SANT'ELPIDIO A MARE - Stasera alle ore 21,30 al campo sportivo Mandozzi di Sant’Elpidio a Mare arriverà Ron, all’anagrafe Rosalino Cellamare, in una delle ultime tappe del suo tour “Live 2021”, per un concerto voluto dal Comune nell’ambito dei festeggiamenti del patrono.

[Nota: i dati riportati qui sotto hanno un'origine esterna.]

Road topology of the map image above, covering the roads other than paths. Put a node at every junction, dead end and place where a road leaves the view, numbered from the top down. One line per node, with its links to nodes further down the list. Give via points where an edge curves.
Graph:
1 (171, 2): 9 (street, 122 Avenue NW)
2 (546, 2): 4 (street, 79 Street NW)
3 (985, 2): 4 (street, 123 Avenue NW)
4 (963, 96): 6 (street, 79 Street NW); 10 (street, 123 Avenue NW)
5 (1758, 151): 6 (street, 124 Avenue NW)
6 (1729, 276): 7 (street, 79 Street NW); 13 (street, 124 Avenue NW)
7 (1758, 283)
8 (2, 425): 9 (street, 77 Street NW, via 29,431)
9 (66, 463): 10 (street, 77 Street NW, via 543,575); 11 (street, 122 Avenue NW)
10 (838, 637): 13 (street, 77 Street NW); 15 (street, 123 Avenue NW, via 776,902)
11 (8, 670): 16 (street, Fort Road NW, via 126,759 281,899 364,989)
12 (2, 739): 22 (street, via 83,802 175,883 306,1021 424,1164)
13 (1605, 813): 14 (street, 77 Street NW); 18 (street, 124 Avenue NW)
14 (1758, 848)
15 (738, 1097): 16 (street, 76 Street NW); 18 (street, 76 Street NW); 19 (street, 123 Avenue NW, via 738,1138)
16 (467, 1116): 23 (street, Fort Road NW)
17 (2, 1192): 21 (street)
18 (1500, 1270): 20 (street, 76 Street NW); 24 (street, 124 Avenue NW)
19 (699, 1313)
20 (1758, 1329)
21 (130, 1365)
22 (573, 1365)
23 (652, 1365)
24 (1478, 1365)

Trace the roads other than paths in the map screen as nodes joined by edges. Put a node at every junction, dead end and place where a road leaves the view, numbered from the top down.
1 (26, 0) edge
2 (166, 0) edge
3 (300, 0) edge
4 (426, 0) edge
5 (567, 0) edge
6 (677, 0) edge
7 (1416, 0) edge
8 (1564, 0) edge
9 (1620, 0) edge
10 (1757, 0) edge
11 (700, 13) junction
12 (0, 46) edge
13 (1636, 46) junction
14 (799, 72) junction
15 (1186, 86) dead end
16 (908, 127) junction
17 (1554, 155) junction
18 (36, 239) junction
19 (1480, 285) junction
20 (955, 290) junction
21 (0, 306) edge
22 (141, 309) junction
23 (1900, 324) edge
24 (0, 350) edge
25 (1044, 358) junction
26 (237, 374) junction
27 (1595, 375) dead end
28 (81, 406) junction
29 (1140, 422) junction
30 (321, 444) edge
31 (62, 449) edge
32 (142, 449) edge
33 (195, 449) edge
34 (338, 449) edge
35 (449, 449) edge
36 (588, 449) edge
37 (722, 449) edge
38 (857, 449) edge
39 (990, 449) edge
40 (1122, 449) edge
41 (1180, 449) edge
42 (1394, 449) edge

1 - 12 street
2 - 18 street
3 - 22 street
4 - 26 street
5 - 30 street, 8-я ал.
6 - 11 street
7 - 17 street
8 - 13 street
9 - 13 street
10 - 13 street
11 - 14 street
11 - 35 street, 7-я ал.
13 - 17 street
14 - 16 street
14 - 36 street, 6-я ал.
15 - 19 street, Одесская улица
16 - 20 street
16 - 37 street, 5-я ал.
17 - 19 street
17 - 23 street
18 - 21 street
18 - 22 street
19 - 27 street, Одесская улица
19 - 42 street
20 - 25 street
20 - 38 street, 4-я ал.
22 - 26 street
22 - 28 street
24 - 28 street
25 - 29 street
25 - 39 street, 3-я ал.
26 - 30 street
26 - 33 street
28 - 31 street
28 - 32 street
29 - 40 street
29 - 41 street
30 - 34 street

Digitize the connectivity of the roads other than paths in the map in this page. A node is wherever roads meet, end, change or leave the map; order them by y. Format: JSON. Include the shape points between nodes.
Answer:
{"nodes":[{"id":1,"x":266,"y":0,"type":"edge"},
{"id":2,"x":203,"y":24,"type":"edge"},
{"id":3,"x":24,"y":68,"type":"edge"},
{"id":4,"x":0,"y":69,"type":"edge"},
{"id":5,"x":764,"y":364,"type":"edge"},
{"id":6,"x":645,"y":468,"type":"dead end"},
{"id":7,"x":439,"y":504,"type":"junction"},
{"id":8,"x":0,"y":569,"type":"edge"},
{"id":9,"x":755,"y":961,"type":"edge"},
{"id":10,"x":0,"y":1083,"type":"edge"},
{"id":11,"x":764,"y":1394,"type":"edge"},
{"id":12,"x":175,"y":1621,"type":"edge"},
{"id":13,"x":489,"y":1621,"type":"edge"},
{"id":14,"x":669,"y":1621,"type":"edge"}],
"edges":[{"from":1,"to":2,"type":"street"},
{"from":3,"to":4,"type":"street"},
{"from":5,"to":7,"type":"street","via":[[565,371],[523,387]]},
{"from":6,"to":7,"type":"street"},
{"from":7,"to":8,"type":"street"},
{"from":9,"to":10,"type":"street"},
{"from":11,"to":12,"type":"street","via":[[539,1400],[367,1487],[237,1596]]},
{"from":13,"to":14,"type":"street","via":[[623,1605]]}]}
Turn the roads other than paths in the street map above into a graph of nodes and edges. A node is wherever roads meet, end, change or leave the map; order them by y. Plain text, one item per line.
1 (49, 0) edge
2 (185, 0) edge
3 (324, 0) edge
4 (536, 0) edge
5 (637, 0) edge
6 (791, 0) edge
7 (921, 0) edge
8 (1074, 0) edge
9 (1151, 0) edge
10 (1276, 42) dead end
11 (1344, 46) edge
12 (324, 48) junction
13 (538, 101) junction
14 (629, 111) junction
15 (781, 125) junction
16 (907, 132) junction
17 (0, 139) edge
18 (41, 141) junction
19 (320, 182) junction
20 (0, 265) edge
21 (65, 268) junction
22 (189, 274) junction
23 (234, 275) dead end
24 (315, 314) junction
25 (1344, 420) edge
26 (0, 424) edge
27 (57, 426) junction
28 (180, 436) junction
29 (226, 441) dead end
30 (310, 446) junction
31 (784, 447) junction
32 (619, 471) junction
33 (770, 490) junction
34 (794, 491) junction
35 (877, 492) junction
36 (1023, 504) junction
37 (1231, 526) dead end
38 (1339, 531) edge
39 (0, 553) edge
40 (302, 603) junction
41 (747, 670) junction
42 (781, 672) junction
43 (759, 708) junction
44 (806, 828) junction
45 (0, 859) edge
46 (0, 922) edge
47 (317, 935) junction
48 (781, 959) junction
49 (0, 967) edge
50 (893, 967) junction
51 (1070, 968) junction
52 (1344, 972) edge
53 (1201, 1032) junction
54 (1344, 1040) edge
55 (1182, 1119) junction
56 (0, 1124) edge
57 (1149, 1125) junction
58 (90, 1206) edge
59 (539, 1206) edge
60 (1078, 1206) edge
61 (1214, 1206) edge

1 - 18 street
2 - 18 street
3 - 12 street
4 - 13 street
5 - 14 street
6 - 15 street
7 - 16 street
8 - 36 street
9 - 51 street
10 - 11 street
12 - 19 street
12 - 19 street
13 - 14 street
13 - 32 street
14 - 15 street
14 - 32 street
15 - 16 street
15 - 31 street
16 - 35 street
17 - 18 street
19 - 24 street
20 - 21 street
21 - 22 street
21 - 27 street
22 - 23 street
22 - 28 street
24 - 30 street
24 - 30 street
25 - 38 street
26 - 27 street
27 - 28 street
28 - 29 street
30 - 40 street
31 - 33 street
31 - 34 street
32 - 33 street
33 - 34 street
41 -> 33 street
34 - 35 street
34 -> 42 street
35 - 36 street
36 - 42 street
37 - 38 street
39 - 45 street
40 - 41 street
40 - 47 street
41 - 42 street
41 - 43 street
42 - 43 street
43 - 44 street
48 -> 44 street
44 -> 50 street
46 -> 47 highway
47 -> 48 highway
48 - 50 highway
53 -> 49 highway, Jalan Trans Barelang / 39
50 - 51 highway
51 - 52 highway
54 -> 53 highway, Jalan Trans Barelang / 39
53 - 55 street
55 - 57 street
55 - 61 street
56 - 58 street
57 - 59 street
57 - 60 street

Ron che emozione ha avuto tornando a suonare live?
«Tornare a cantare dal vivo, per me, è stata un’emozione fantastica. Mi è anche successo, in alcune occasioni, di commuovermi sul palco. Certo vedere le persone costrette a indossare le mascherine non è stato il massimo, ma la normativa ha richiesto questo. In ogni caso, gli occhi c’erano e la voglia di cantare tutti insieme anche. Il lockdown è stato molto duro per me. Ma non ho smesso con la musica, mi alzavo, suonavo con la chitarra, registravo e condividevo online. Il live è diverso».

 
Cos’è per lei un live?
«Non è come registrare per lunghi periodi in studio. Il live è splendido, anzi dovrei dire unico, perché unica è la serata in cui si fa. Come l’esibizione: non è mai la stessa, è sempre diversa».
Cosa canterà?
«Ci sarà sicuramente “Abitante di un corpo celeste”, l’ultimo singolo che anticipa il nuovo cd di inediti che uscirà a gennaio. Ma canterò tutta la mia vita artistica, sarà una sorta di riassunto di cinquant’anni di una carriera... iniziata molto presto. Ho cominciato già a 16 anni e ho imparato a vivere e parlare con le mie canzoni. Questo anche grazie ai grandi cantautori che ho avuto la fortuna di incontrare e di poter seguire».
Tra tutti i suoi successi, qual è quello a cui è più affezionato e che ama di più?
«Posso scegliere la canzone che non ho mai scritto, ma molto bella e che la sentivo molto vicina a me e al mio modo di essere? Intendo il brano “Una città per cantare”, una cover di “The road”, originariamente scritta e incisa nel 1972 dal cantautore statunitense Danny O’Keefe. C’era tutta la nostra generazione, ho trovato l’amore nel suo senso più ampio in quel brano. La vita, come va e deve andare avanti, sia quando le cose vanno bene che in alcuni periodi in cui sembrano andar male e accade che a volte gli artisti vengano dimenticati. La passione non deve mai finire, ma anzi, dare la forza di non fermarsi mai». 
Quanto ai cantautori che ha avuto vicino di cui parlava, può citarne alcuni? 
«Se le faccio i nomi di Lucio Dalla o Francesco De Gregori lei penserà che li nomino perché famosi. Non è per quello. Vede di Dalla in particolare ricordo quanto ha dato artisticamente a me, ma anche ad altri colleghi come gli Stadio, Samuele Bersani e altri. Siamo cresciuti con il suo sostegno. Lucio ci dava tanto, aveva capito che i giovani sono la locomotiva del nostro settore. Con loro ci sarebbero tanti altri nomi da ricordare, come ad esempio Lucio Battisti o Fabrizio De Andrè. Dovrebbero essere studiati a scuola, in qualche disciplina artistica».
Quanto al cantautorato, cosa ci può dire, anche su Musicultura?
«Bisogna sempre guardare all’oggi senza mai perdere di vista il passato. Per molto tempo nel periodo degli anni di piombo alcuni di noi non hanno cantato. E da lì è nato l’impegno sociale. Io credo nelle nuove generazioni, ma ci vuole più rispetto per quello che siamo e da dove veniamo. Molti non raccolgono l’esperienza passata, ma devo dire che in questo Musicultura è molto attenta, crea le basi per un futuro duraturo. I talent vanno bene, danno notorietà, ma spesso il successo è di un momento». 
Ron e le Marche? 
«Non c’è solo Musicultura.

Sono un vero patito frequentatore delle Marche, le adoro anche se noto che potreste arrivare molto più lontano di dove siete».